Is that sentence meaning "If Hooker had mattered so much, there wouldn't have been as many Puritans taking over?"

By parity of reasoning we can say that if Presbyterianism had been consequential, it wouldn't have been marginalized by Cromwell (or Cromwell's independents by Charles II).
 
Is that sentence meaning "If Hooker had mattered so much, there wouldn't have been as many Puritans taking over?"

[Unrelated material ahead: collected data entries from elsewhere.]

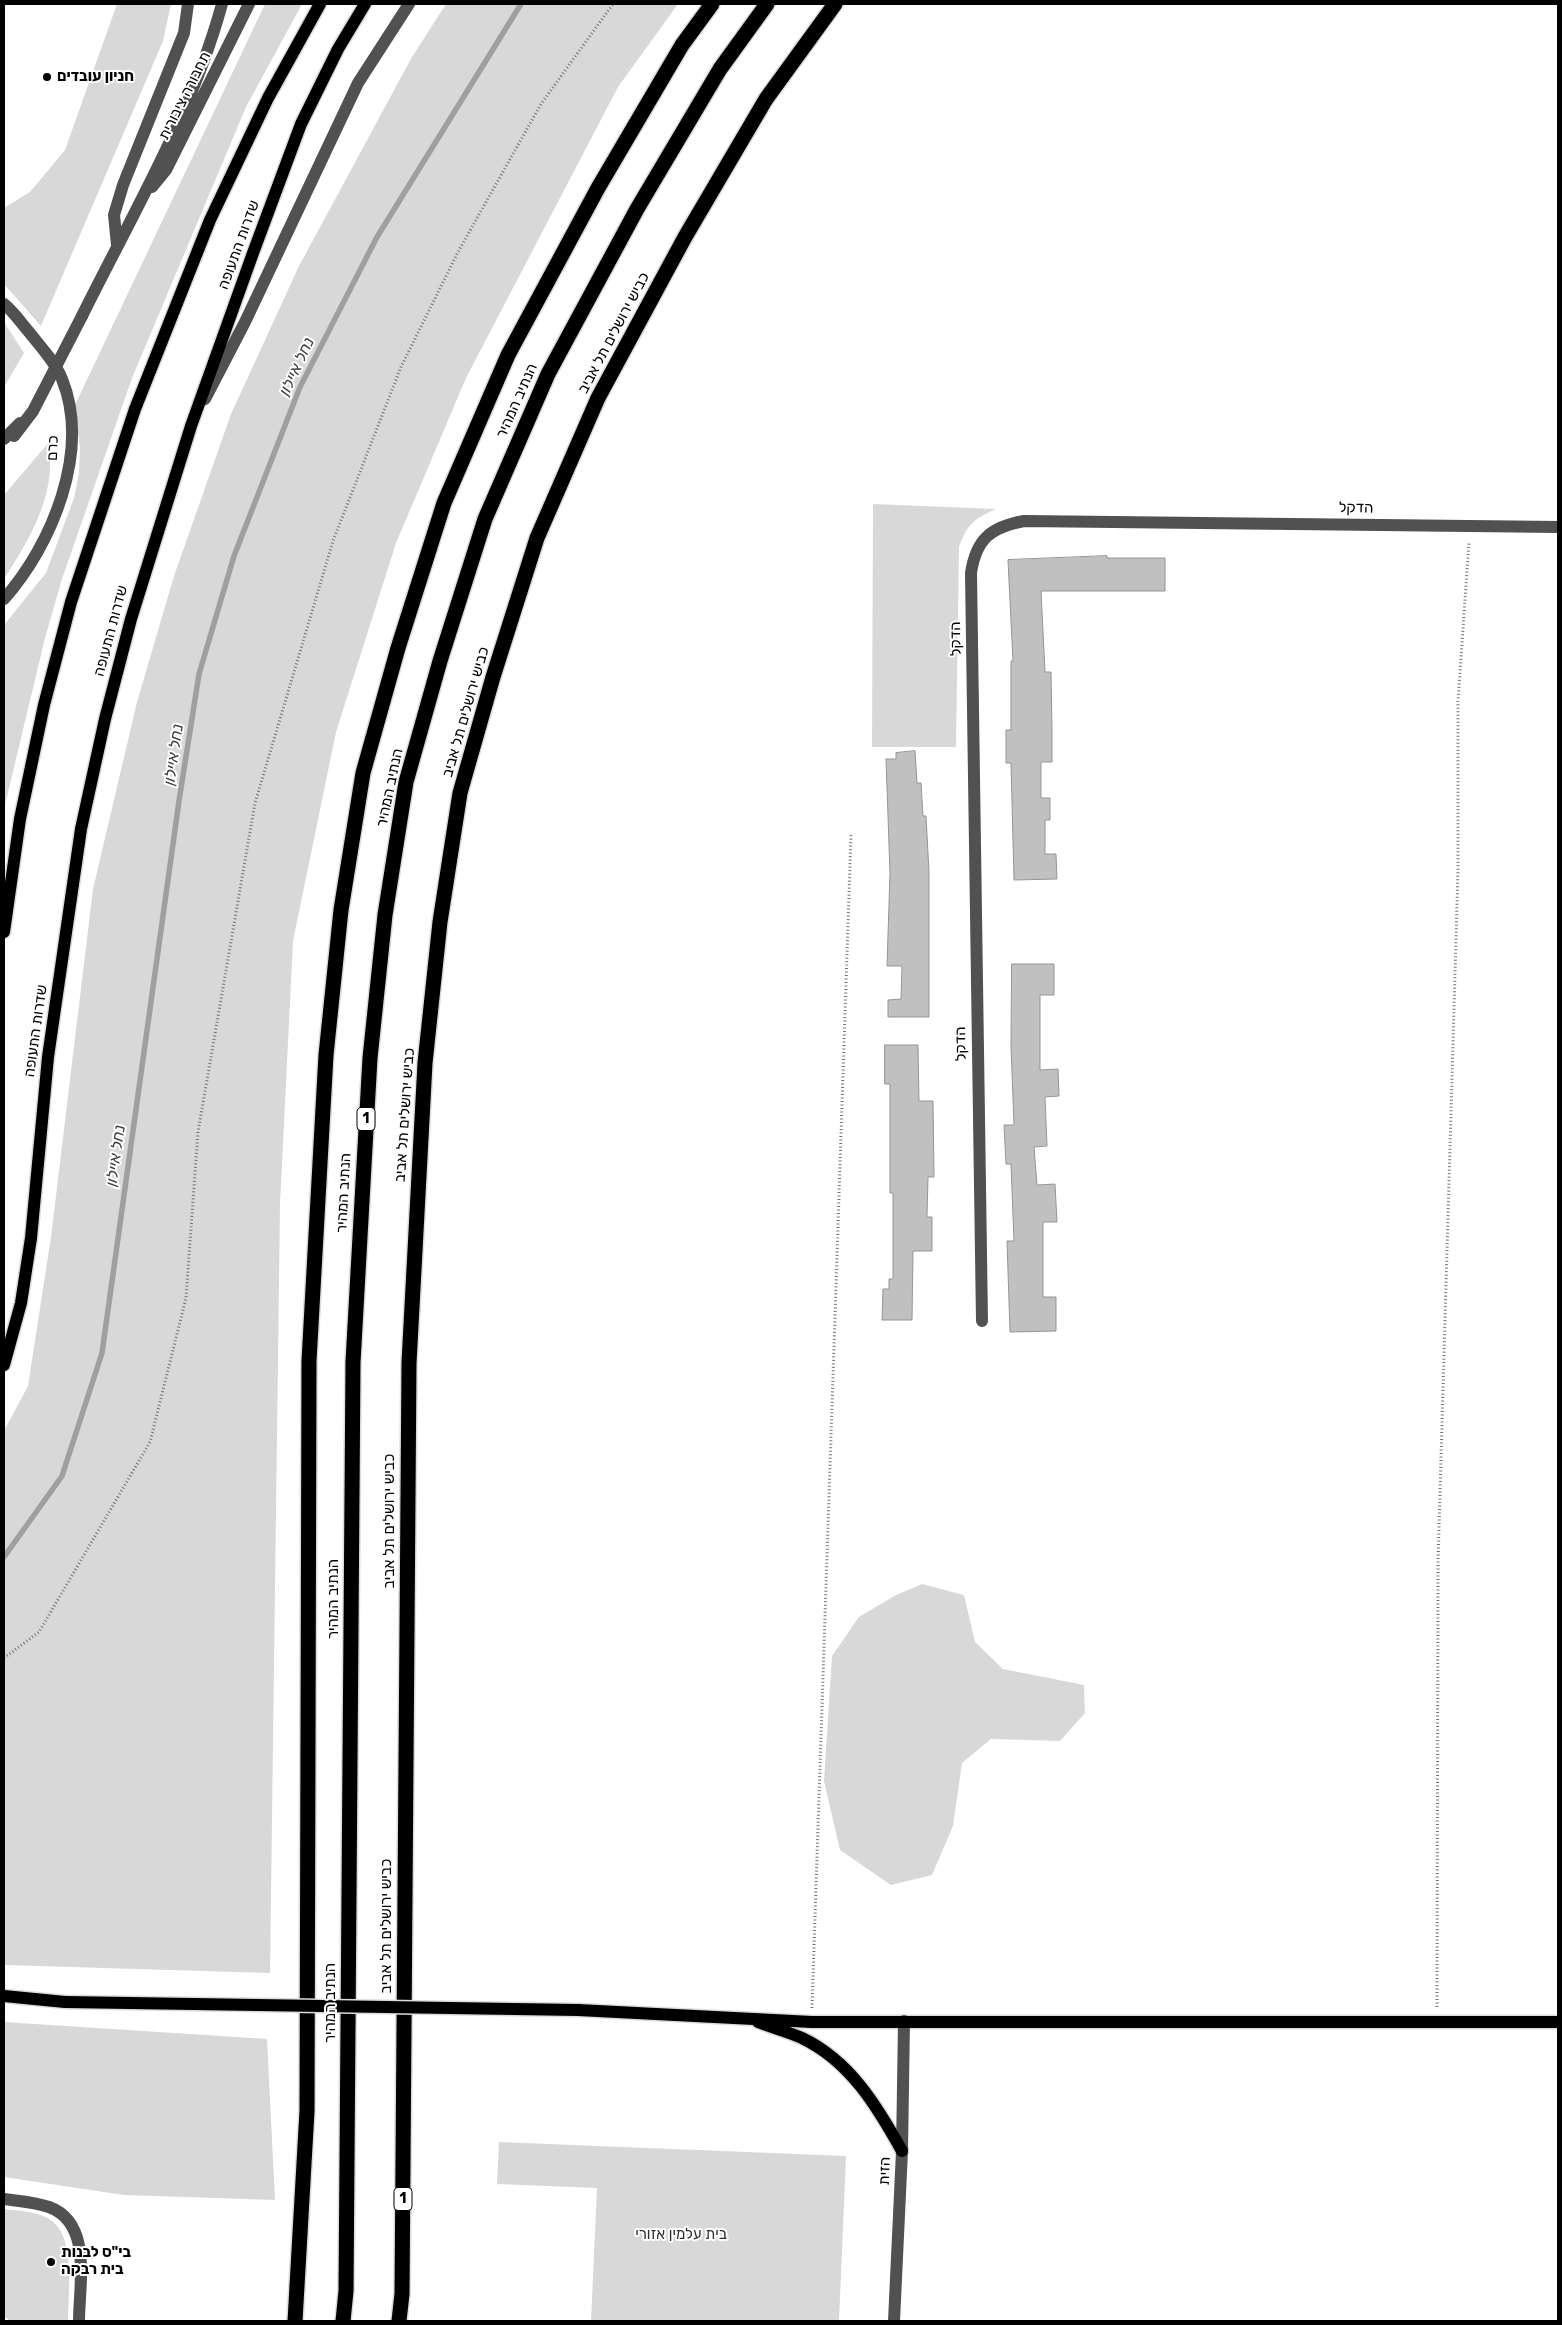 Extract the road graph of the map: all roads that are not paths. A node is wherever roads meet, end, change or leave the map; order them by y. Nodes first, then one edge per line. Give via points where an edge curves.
1 (188, 4) edge
2 (222, 4) edge
3 (249, 4) edge
4 (320, 4) edge
5 (365, 4) edge
6 (409, 4) edge
7 (712, 4) edge
8 (767, 4) edge
9 (835, 4) edge
10 (142, 198) junction
11 (117, 245) junction
12 (4, 304) edge
13 (191, 426) junction
14 (10, 435) edge
15 (4, 449) edge
16 (1558, 527) edge
17 (4, 599) edge
18 (4, 932) edge
19 (982, 1321) dead end
20 (4, 1365) edge
21 (4, 1996) edge
22 (746, 2018) junction
23 (904, 2021) junction
24 (1558, 2022) edge
25 (902, 2151) junction
26 (4, 2199) edge
27 (79, 2321) edge
28 (295, 2321) edge
29 (343, 2321) edge
30 (399, 2321) edge
31 (894, 2321) edge

1 - 11 street via 184,33 118,200 114,215
2 - 10 street via 214,34 188,98
3 - 10 street, תחבורה ציבורית via 166,170
4 - 18 main road via 268,98 210,220 135,409 71,602 44,705 20,819
5 - 13 main road, שדרות התעופה via 338,49 301,124
6 - 13 street via 358,83 245,322
7 - 28 highway via 682,45 598,188 508,355 444,504 398,648 363,773 341,910 326,1055 309,1351 307,2111
8 - 29 highway, הנתיב המהיר / 1 via 720,69 637,209 548,374 485,519 406,782 385,915 370,1058 353,1362 346,2291
9 - 30 highway, כביש ירושלים תל אביב / 1 via 766,99 685,236 598,398 538,538 460,794 440,922 425,1063 409,1363 402,2294
10 - 11 street
11 - 14 street, bridge via 33,411
12 - 17 street, כרם via 62,379 71,421 68,469 55,519 38,552
13 - 20 main road, שדרות התעופה via 131,619 81,829 48,1057 31,1238 21,1303
14 - 15 street
16 - 19 street, הדקל via 1024,521 1004,525 981,543 971,573
21 - 22 main road, bridge via 65,2002 578,2010
22 - 23 main road via 812,2022
22 - 25 main road via 802,2038 846,2069 864,2089
23 - 24 main road
23 - 25 street, הזית
25 - 31 street, הזית
26 - 27 street via 50,2208 71,2224 80,2254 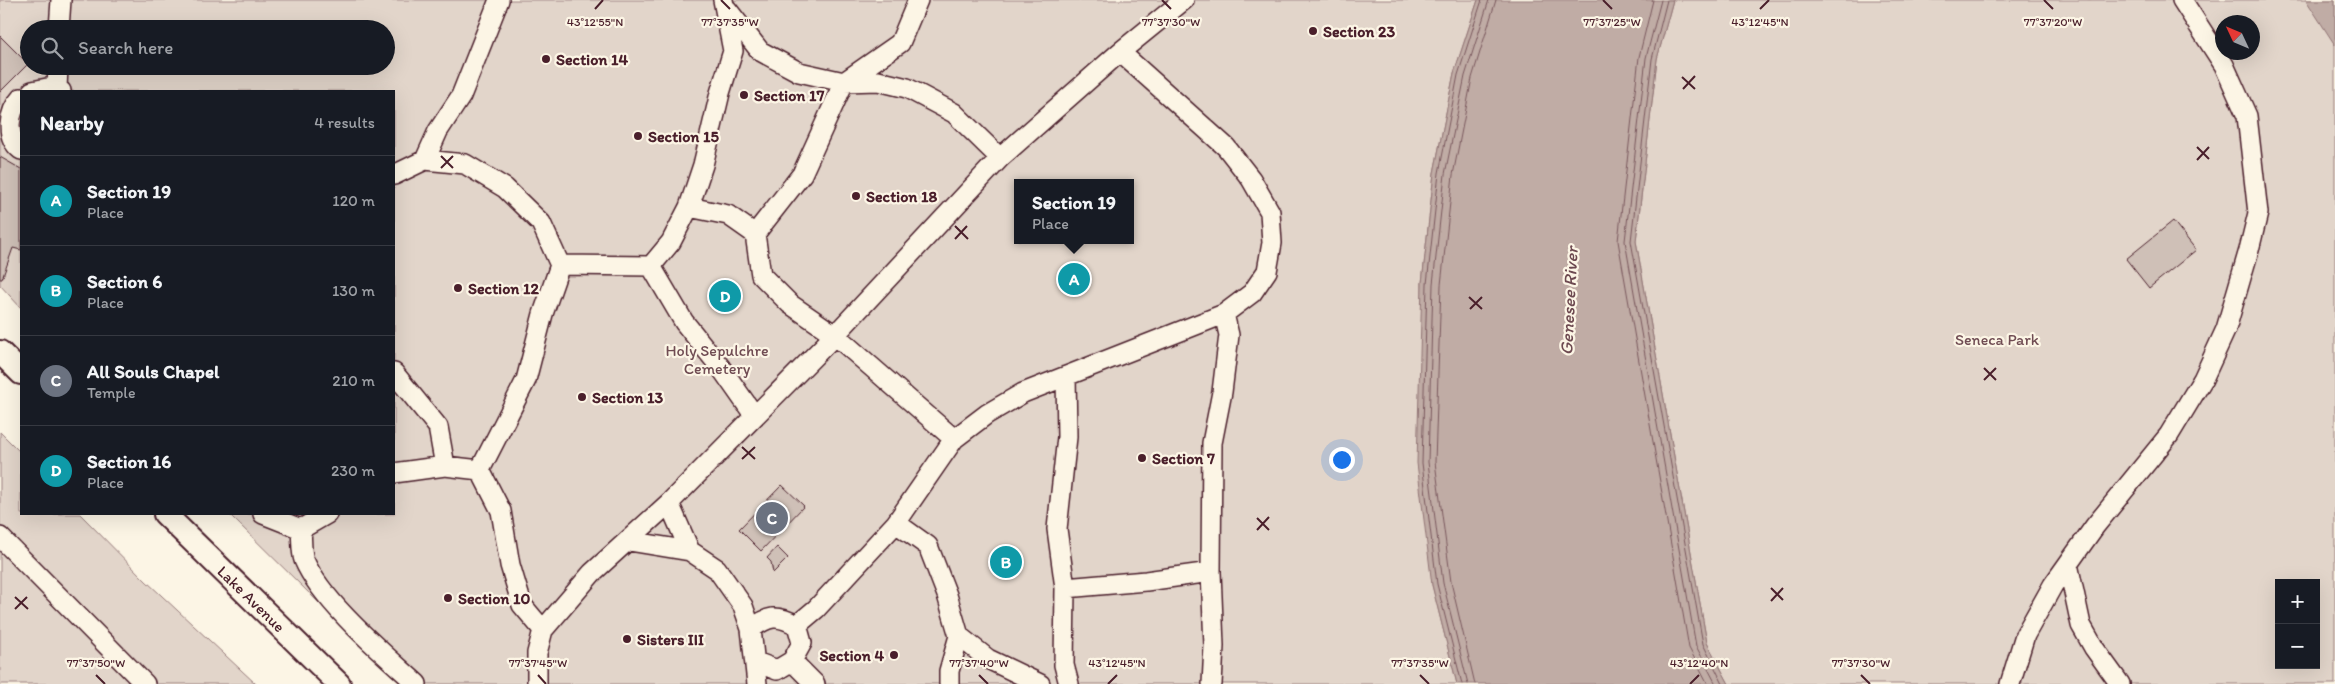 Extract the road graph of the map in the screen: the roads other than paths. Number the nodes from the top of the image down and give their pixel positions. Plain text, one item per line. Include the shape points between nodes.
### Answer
1 (60, 0) edge
2 (499, 0) edge
3 (918, 0) edge
4 (1184, 0) edge
5 (2182, 0) edge
6 (722, 3) edge
7 (59, 20) edge
8 (1120, 52) junction
9 (58, 75) edge
10 (844, 82) junction
11 (37, 90) edge
12 (59, 90) edge
13 (20, 99) edge
14 (20, 149) edge
15 (1000, 158) junction
16 (425, 160) junction
17 (395, 175) edge
18 (688, 207) junction
19 (755, 234) junction
20 (560, 265) junction
21 (651, 266) junction
22 (1224, 314) junction
23 (835, 335) junction
24 (0, 352) edge
25 (20, 372) edge
26 (395, 374) edge
27 (1066, 376) junction
28 (754, 415) junction
29 (954, 439) junction
30 (445, 466) junction
31 (480, 470) junction
32 (395, 473) edge
33 (669, 503) junction
34 (167, 515) edge
35 (266, 515) edge
36 (324, 515) edge
37 (896, 523) junction
38 (302, 529) junction
39 (0, 537) edge
40 (629, 540) junction
41 (690, 551) junction
42 (2068, 564) junction
43 (1211, 572) junction
44 (1065, 588) junction
45 (797, 625) junction
46 (751, 629) junction
47 (543, 630) junction
48 (959, 636) junction
49 (792, 661) junction
50 (756, 662) junction
51 (145, 684) edge
52 (339, 684) edge
53 (417, 684) edge
54 (537, 684) edge
55 (757, 684) edge
56 (816, 684) edge
57 (948, 684) edge
58 (1040, 684) edge
59 (1069, 684) edge
60 (1212, 684) edge
61 (2010, 684) edge
62 (2120, 684) edge

1 - 7 lane
2 - 16 lane via 461,96 438,131
3 - 10 lane via 900,43
4 - 8 lane
5 - 42 lane via 2224,64 2247,116 2258,213 2226,329 2203,379 2169,435
6 - 10 lane via 760,51 799,72
6 - 18 lane via 733,51
8 - 15 lane
8 - 22 lane via 1226,147 1251,179 1270,212 1272,243 1266,271 1252,293
9 - 12 lane
10 - 15 lane via 878,81 907,88 954,113
10 - 19 lane via 802,174
11 - 12 lane
13 - 14 lane via 10,125 12,137
15 - 23 lane
16 - 17 lane
16 - 20 lane via 465,164 505,188 541,223
18 - 19 lane via 728,215
18 - 21 lane via 671,242
19 - 23 lane via 761,276 790,304
20 - 21 lane
20 - 31 lane via 526,380
21 - 28 lane via 684,322
22 - 27 lane
22 - 43 lane via 1229,335 1212,443
23 - 28 lane
23 - 29 lane
24 - 25 main road
26 - 30 lane via 438,427
27 - 29 lane via 1023,393
27 - 44 lane via 1067,437 1057,529
28 - 33 lane
29 - 37 lane
30 - 31 lane
30 - 32 lane
31 - 47 lane via 501,511 510,565 522,605
33 - 40 lane
33 - 41 lane
34 - 52 main road, Lake Avenue
35 - 38 lane
36 - 38 lane
37 - 45 lane
37 - 48 lane via 928,546
38 - 53 lane via 303,558 319,585 362,633
39 - 51 lane
40 - 41 lane
40 - 47 lane via 592,573
41 - 46 lane via 716,570 743,606
42 - 61 lane via 2025,635
42 - 62 lane via 2081,625
43 - 44 lane
43 - 60 lane
44 - 59 lane via 1064,665
45 - 46 lane via 782,617 764,619
45 - 49 lane via 802,643
46 - 50 lane
47 - 54 lane via 537,653
48 - 57 lane
48 - 58 lane via 988,659
49 - 50 lane via 777,670
49 - 56 lane
50 - 55 lane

By parity of reasoning we can say that if Presbyterianism had been consequential, it wouldn't have been marginalized by Cromwell (or Cromwell's independents by Charles II).
The contention as I understood the reported contention is that Hooker won the anglocatholic argument over puritan nonconformist views (which includes Cromwell). There's simply no evidence of that. Compare the impact of the Westminster Standards on the church; who is Hooker? You get the last word.
 
The contention as I understood the reported contention is that Hooker won the anglocatholic argument over puritan nonconformist views (which includes Cromwell). There's simply no evidence of that. Compare the impact of the Westminster Standards on the church; who is Hooker? You get the last word.

That was never my argument, and Littlejohn specifically rejects the claim that Hooker was an anglocatholic.
 
That was never my argument, and Littlejohn specifically rejects the claim that Hooker was an anglocatholic.
I won't argue the backward use of the term but I think it is apt given the puritan and presbyterian opposition to the English Popish Ceremonies. The term used by Gillespie is conformist. In fact, I think it is Hooker who Gillespie singles out at one point in his Dispute as out Bellermining Bellarmine. My last word.
 
I won't argue the backward use of the term but I think it is apt given the puritan and presbyterian opposition to the English Popish Ceremonies. The term used by Gillespie is conformist. In fact, I think it is Hooker who Gillespie singles out at one point in his Dispute as out Bellermining Bellarmine. My last word.

I don't dispute that. My review was simply summarizing and evaluating Littlejohn's arguments.